Dataset records:

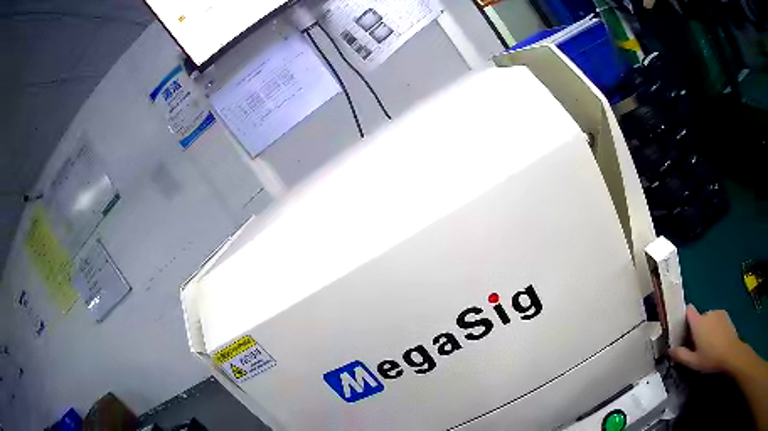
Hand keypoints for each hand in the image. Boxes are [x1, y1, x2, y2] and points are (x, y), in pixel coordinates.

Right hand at [670, 305, 749, 373]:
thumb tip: (670, 350)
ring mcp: (718, 312)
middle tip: (697, 346)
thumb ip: (681, 355)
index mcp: (698, 323)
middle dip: (696, 330)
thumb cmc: (710, 358)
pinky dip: (714, 328)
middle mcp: (707, 313)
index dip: (684, 317)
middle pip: (698, 318)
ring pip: (707, 319)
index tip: (683, 330)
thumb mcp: (693, 362)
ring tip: (708, 345)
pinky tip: (716, 341)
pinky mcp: (725, 315)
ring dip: (706, 329)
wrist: (731, 352)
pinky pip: (716, 319)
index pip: (688, 310)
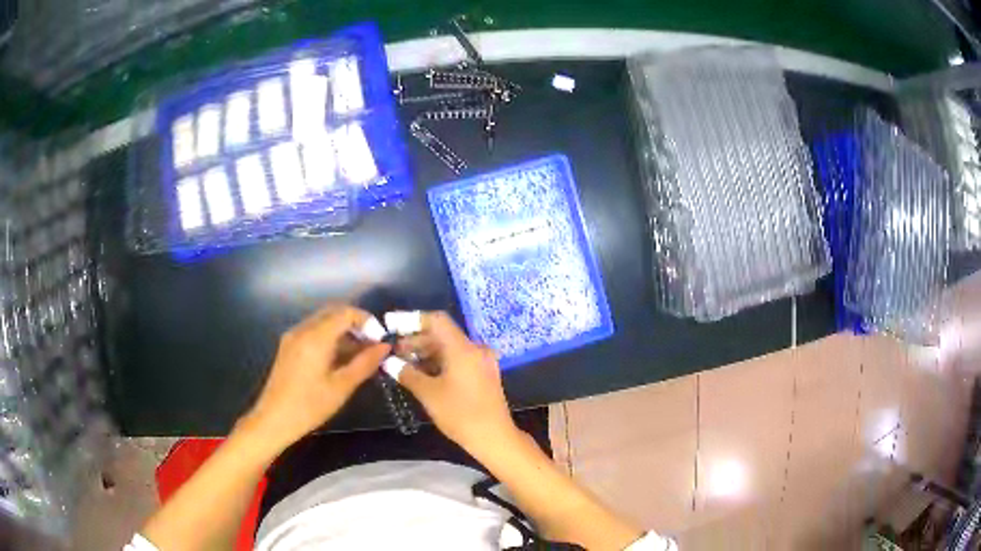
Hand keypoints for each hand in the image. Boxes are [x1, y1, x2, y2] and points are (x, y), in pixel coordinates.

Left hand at [243, 304, 389, 450]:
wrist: (273, 419)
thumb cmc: (309, 406)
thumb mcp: (341, 386)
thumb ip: (365, 363)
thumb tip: (385, 347)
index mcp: (315, 337)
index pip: (346, 312)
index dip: (367, 321)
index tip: (380, 339)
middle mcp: (302, 329)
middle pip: (334, 312)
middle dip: (356, 323)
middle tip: (373, 344)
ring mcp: (293, 336)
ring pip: (323, 321)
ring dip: (343, 330)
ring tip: (361, 353)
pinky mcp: (289, 346)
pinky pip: (313, 331)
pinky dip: (330, 337)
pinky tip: (340, 358)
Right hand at [395, 312, 517, 455]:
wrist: (494, 438)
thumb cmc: (460, 414)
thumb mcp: (428, 393)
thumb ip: (406, 373)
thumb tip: (389, 362)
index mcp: (463, 348)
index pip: (436, 320)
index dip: (411, 320)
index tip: (392, 326)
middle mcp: (475, 349)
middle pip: (442, 334)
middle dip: (416, 339)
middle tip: (393, 349)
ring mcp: (481, 362)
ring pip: (449, 348)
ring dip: (426, 352)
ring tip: (403, 362)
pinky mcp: (483, 374)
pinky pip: (458, 359)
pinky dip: (439, 362)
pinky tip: (422, 372)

§ **Problem**: Would you please copy exactly the part of the entries above that begins at the line containing "thumb cmc: (710, 358)" and ends at the line containing "ring dip: (706, 329)", both lines included?

§ **Exercise solution**:
thumb cmc: (710, 358)
pinky dip: (714, 328)
middle mcp: (707, 313)
index dip: (684, 317)
middle pip: (698, 318)
ring pip: (707, 319)
index tip: (683, 330)
thumb mcp: (693, 362)
ring tip: (708, 345)
pinky tip: (716, 341)
pinky mcp: (725, 315)
ring dip: (706, 329)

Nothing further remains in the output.